Staying Fresh with eCommerce – A Review of Woot.com Part II

In my first review of Woot.com, I talked about the cool and engaging features that made Woot.com a successful yet nontraditional eCommerce store.  Now that we have the background information on what Woot is and how it works, we have the context to understand the changes the they’ve undergone over the past year.  Let’s use the Way Back Machine to compare Woot from April 15th, 2012 with Woot from April 15th 2013 and see what’s new.

[insert 60’s sci-fi effects]

Woot.com - April 15th, 2012

Woot.com – April 15th, 2012

Woot.com Homepage - April 15th, 2013

Woot.com Homepage – April 15th, 2013

Right off the bat we can tell that Woot has been very busy.  An entire main navigation element has been added which is beefing up the header quite a bit.  Each new link in the main navigation is a specific product category with it’s own daily deal.  Let’s not be hasty though, those aren’t a new feature but simply an easier way to access.  If you look closely at the bottom right side of the 2012 snapshot you can see a listing of the separate categories there.  It would appear that those additional categories are gaining ground in the profits department for Woot so they’ve been elevated by emphasis on the site.

The main focus of the page is still the deal of the day product with it’s large image, some details, pricing and the staple “I Want One” button.  Something has changed though.  Back in 2012, the product story was located directly below the product image area but now in 2013, there’s a short snippet of the story off to the right with a “continue reading” link to see the full story.  What has taken the place of that story and filled all that homepage real estate?  That would be the Woot Plus section.

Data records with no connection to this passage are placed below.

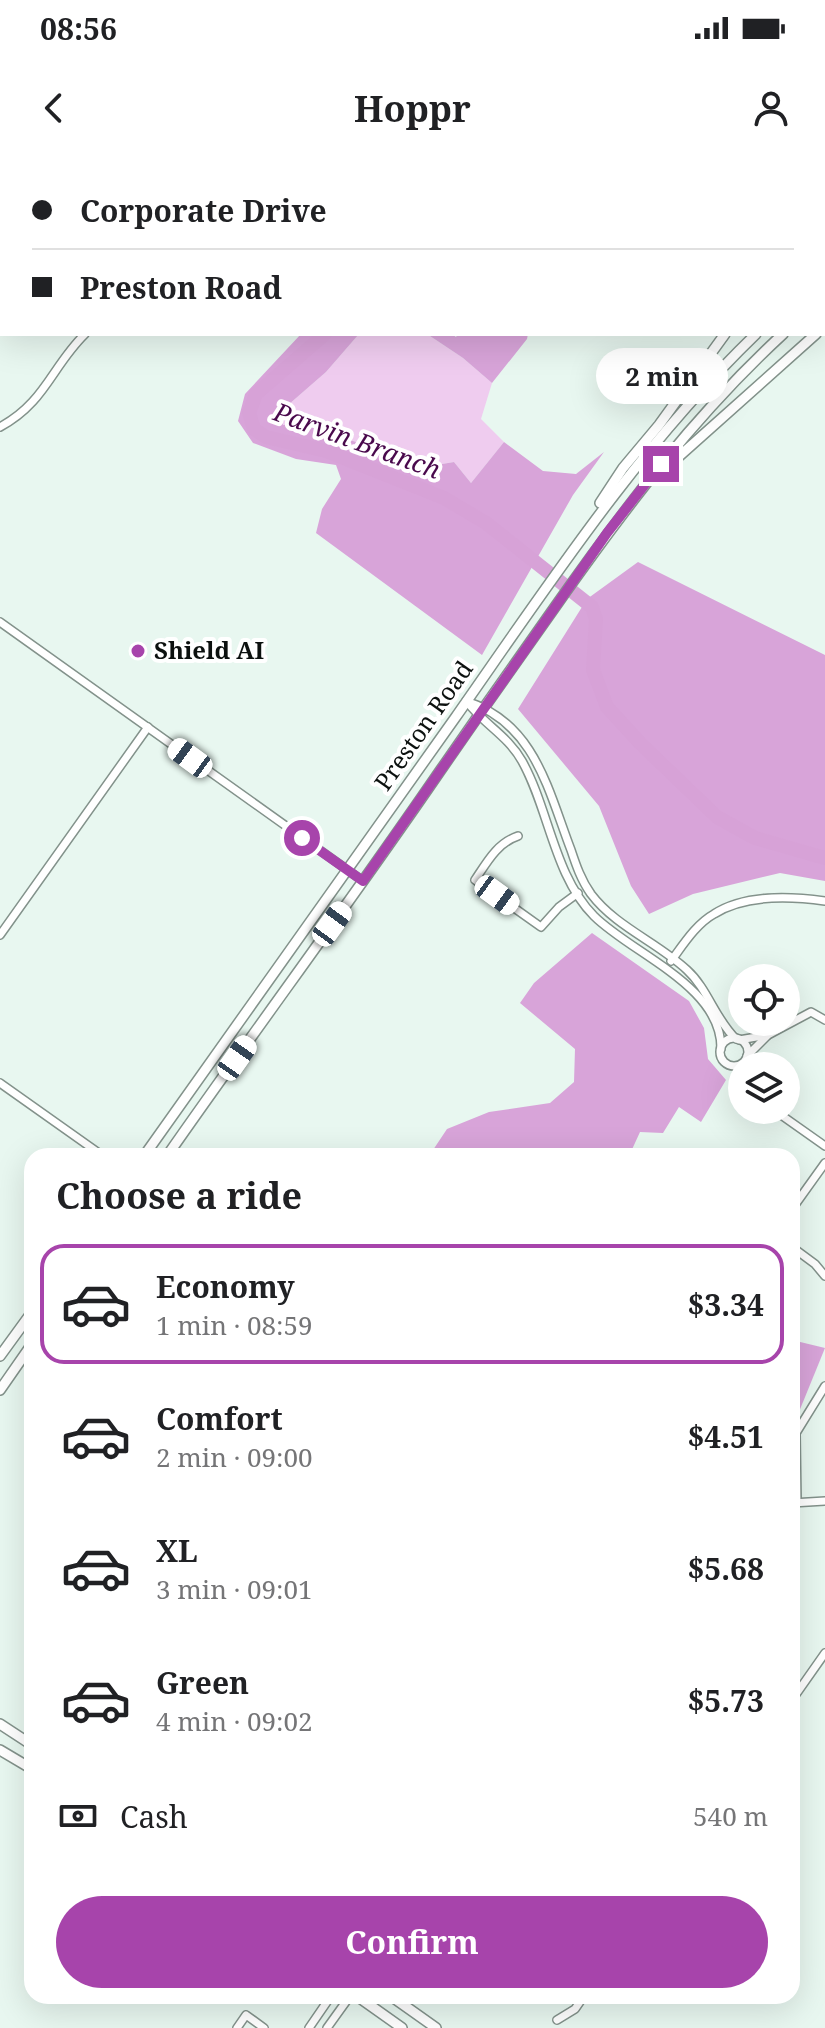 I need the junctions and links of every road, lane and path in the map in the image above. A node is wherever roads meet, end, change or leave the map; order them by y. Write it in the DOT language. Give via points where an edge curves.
graph roads {
  1 [pos="83,336"];
  2 [pos="724,336"];
  3 [pos="754,336"];
  4 [pos="781,336"];
  5 [pos="814,336"];
  6 [pos="0,427"];
  7 [pos="586,531"];
  8 [pos="607,533"];
  9 [pos="0,622"];
  10 [pos="466,701"];
  11 [pos="481,712"];
  12 [pos="148,727"];
  13 [pos="518,836"];
  14 [pos="348,871"];
  15 [pos="363,881"];
  16 [pos="587,887"];
  17 [pos="576,893"];
  18 [pos="825,901"];
  19 [pos="0,935"];
  20 [pos="673,959"];
  21 [pos="666,969"];
  22 [pos="800,1018"];
  23 [pos="825,1020"];
  24 [pos="760,1036"];
  25 [pos="767,1036"];
  26 [pos="738,1039"];
  27 [pos="721,1049"];
  28 [pos="746,1052"];
  29 [pos="754,1052"];
  30 [pos="728,1063"];
  31 [pos="205,1070"];
  32 [pos="220,1081"];
  33 [pos="0,1083"];
  34 [pos="794,1124"];
  35 [pos="825,1146"];
  36 [pos="92,1148"];
  37 [pos="150,1148"];
  38 [pos="173,1148"];
  39 [pos="825,1163"];
  40 [pos="800,1198"];
  41 [pos="800,1253"];
  42 [pos="825,1276"];
  43 [pos="24,1323"];
  44 [pos="18,1332"];
  45 [pos="24,1337"];
  46 [pos="24,1355"];
  47 [pos="0,1356"];
  48 [pos="825,1386"];
  49 [pos="0,1390"];
  50 [pos="800,1427"];
  51 [pos="825,1501"];
  52 [pos="800,1502"];
  53 [pos="825,1653"];
  54 [pos="800,1689"];
  55 [pos="0,1724"];
  56 [pos="24,1740"];
  57 [pos="0,1750"];
  58 [pos="24,1764"];
  59 [pos="326,2004"];
  60 [pos="344,2004"];
  61 [pos="368,2004"];
  62 [pos="402,2004"];
  63 [pos="578,2004"];
  64 [pos="557,2020"];
  65 [pos="237,2028"];
  66 [pos="264,2028"];
  67 [pos="309,2028"];
  68 [pos="327,2028"];
  69 [pos="402,2028"];
  70 [pos="436,2028"];
  1 -- 6 [label="street" via="42,392"];
  2 -- 7 [label="main road" via="613,482"];
  3 -- 7 [label="main road, Preston Road" via="657,439"];
  4 -- 8 [label="main road, Preston Road" via="690,430"];
  5 -- 8 [label="main road" via="665,469"];
  7 -- 10 [label="main road, Preston Road"];
  8 -- 11 [label="main road, Preston Road"];
  9 -- 12 [label="street"];
  10 -- 11 [label="street"];
  10 -- 14 [label="main road, Preston Road"];
  11 -- 15 [label="main road, Preston Road"];
  11 -- 16 [label="street" via="518,734 534,756"];
  11 -- 17 [label="street" via="521,759"];
  12 -- 14 [label="street"];
  12 -- 19 [label="street"];
  13 -- 17 [label="street" via="498,847 475,880 541,927"];
  14 -- 15 [label="street"];
  14 -- 31 [label="main road, Preston Road"];
  15 -- 32 [label="main road, Preston Road"];
  16 -- 17 [label="street"];
  16 -- 20 [label="street" via="611,915"];
  17 -- 21 [label="street" via="609,929"];
  18 -- 20 [label="street" via="744,900 712,914"];
  20 -- 21 [label="street"];
  20 -- 26 [label="street" via="695,978 723,1025"];
  21 -- 27 [label="street" via="708,1008 720,1032"];
  22 -- 23 [label="street" via="811,1012"];
  24 -- 26 [label="street"];
  25 -- 29 [label="street"];
  26 -- 27 [label="street"];
  26 -- 28 [label="street"];
  27 -- 30 [label="street"];
  31 -- 32 [label="main road"];
  31 -- 37 [label="main road, Preston Road"];
  32 -- 38 [label="main road, Preston Road"];
  33 -- 36 [label="street"];
  34 -- 35 [label="street"];
  39 -- 40 [label="street"];
  41 -- 42 [label="street"];
  43 -- 44 [label="main road"];
  44 -- 45 [label="street"];
  44 -- 47 [label="main road"];
  46 -- 49 [label="main road"];
  48 -- 50 [label="street"];
  51 -- 52 [label="street"];
  53 -- 54 [label="street"];
  55 -- 56 [label="main road"];
  57 -- 58 [label="main road"];
  59 -- 67 [label="street"];
  60 -- 68 [label="street"];
  61 -- 69 [label="main road"];
  62 -- 70 [label="main road"];
  63 -- 64 [label="street"];
  65 -- 66 [label="street" via="246,2015"];
}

Woot 'Plus' - April 15th, 2013

Woot ‘Plus’ – April 15th, 2013

The Woot Plus section is actually taking Woot a step closer to a traditional eCommerce store by introducing categories containing multiple products, but with a twist.  Woot Plus is a line of products offering in the neighborhood of 6-10 products but the whole category is offered for a limited time, staying true to Woot’s style.  You’re sure to find many great deals in this section as well.

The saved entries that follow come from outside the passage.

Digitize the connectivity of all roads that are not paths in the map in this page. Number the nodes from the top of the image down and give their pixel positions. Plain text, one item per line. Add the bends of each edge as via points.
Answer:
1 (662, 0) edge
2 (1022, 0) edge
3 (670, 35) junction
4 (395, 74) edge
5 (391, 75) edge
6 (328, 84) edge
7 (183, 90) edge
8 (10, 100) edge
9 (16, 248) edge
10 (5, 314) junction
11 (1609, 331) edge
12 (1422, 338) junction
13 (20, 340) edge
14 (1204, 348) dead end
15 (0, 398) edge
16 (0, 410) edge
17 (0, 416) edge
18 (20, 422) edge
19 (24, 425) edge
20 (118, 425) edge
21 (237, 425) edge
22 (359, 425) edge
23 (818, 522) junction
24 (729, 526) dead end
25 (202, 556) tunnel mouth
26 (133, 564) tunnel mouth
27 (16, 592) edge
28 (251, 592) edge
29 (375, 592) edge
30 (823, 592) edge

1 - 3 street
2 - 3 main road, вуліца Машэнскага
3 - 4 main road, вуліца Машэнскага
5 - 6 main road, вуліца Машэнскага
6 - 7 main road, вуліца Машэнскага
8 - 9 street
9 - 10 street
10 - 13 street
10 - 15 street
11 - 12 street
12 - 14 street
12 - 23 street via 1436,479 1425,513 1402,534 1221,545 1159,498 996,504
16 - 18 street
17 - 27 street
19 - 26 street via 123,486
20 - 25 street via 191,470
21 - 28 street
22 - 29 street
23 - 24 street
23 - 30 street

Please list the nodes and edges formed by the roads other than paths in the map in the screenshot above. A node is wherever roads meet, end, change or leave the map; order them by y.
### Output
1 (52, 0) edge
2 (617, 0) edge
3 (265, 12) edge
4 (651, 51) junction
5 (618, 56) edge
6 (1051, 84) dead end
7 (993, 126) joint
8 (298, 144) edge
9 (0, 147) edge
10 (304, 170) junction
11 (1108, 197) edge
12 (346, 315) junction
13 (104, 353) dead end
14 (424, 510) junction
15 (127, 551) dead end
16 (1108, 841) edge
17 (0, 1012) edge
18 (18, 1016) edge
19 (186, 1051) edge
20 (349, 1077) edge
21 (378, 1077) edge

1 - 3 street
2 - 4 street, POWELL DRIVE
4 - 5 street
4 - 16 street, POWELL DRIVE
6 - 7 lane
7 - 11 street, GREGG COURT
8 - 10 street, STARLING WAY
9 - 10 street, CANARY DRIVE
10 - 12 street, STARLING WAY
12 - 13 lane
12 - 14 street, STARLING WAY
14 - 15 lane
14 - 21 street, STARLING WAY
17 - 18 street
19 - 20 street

But this brings us to perhaps the biggest change to Woot’s site over the past year.  Back in 2012, the homepage of the site was actually just a glorified product detail page for today’s deal.  Not much for other features, no categories, very limited navigation.  Just the product and the product information with the ability to purchase.  But now Woot has pulled a fast one on us.  The homepage is really a homepage offering deeper navigation, featured categories and other aids to draw the user deeper into the website.  Isn’t that what traditional homepages are all about?  Of course the top half of the page is devoted to the deal of the day, but only a fraction of the homepage real estate features this product compared to Woot 2012.  But don’t fret, by clicking the product name heading or the continue reading link you’ll arrive at the old and familiar product detail page with the whole product story, sales stats, comments and the like.

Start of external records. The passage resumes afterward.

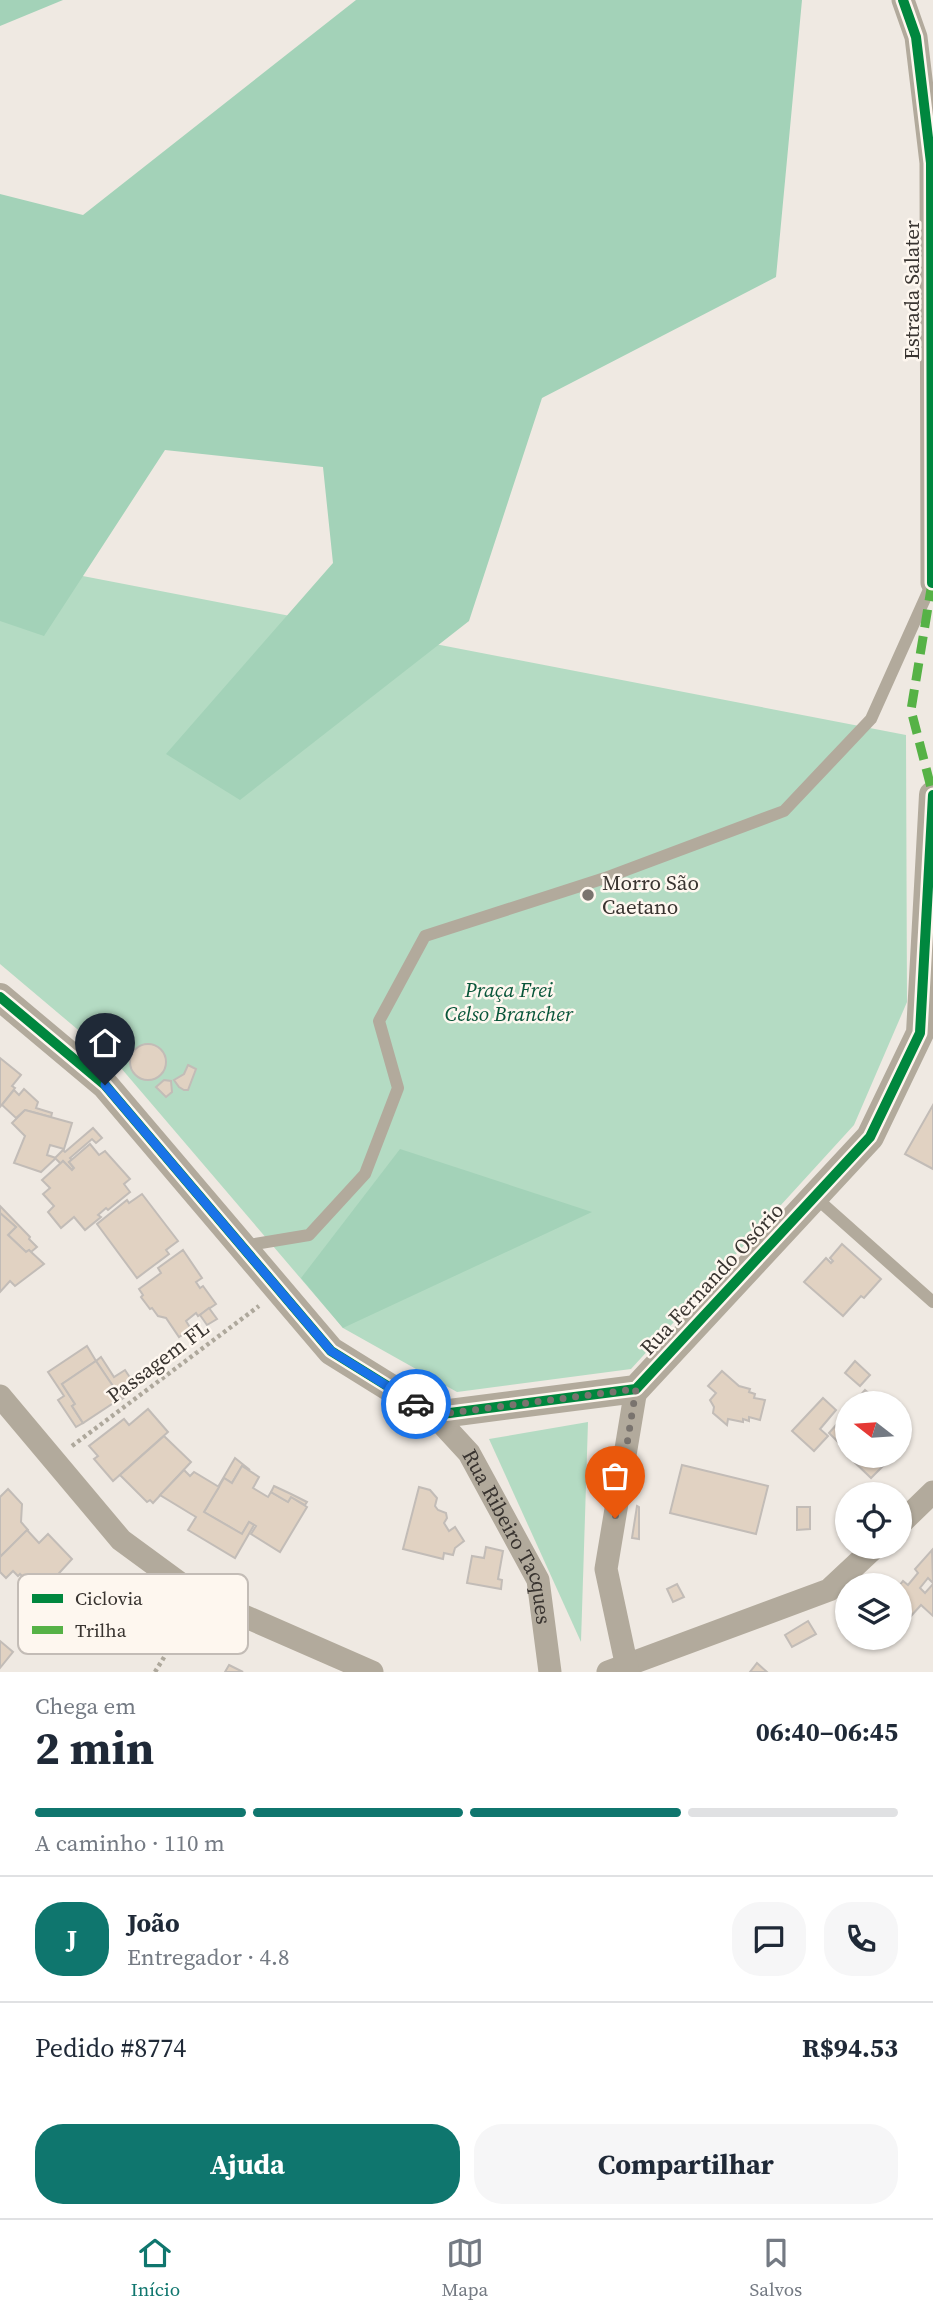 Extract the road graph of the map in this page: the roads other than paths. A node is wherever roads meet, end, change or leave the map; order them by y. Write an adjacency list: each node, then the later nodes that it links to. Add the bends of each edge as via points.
1 (903, 0): 2 (street, Estrada Salater, via 916,37 931,163)
2 (932, 583): 6 (lane, via 871,719 785,811 605,878 425,936 379,1020 398,1088 365,1174 309,1235)
3 (933, 795): 5 (street, Rua Fernando Osório, via 920,1032 870,1137)
4 (0, 996): 6 (street, via 105,1085)
5 (814, 1197): 7 (lane); 8 (street, Rua Fernando Osório)
6 (242, 1246): 10 (street, via 331,1351)
7 (933, 1302)
8 (636, 1389): 10 (street); 16 (street, via 606,1569)
9 (0, 1396): 14 (street, via 121,1540)
10 (434, 1415): 18 (street, Rua Ribeiro Tacques, via 469,1454 538,1580)
11 (933, 1492): 12 (street)
12 (912, 1512)
13 (862, 1559): 16 (street, via 829,1590)
14 (167, 1574)
15 (248, 1618): 17 (street)
16 (620, 1670)
17 (372, 1672)
18 (550, 1672)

Woot.com Product Detail Page - April 15th, 2013

Woot.com Product Detail Page – April 15th, 2013

So it seems that Woot has inserted another layer to the page hierarchy almost seamlessly.  It’s that kind of clever iterative approach that is necessary to build out an ecommerce website without jarring your repeat customers by transplanting them into a new web interface.

If you’re an ecommerce store owner, one of the most important things you can do is keep your website fresh and continuously add features to make purchasing easier without sacrificing the experience for repeat customers.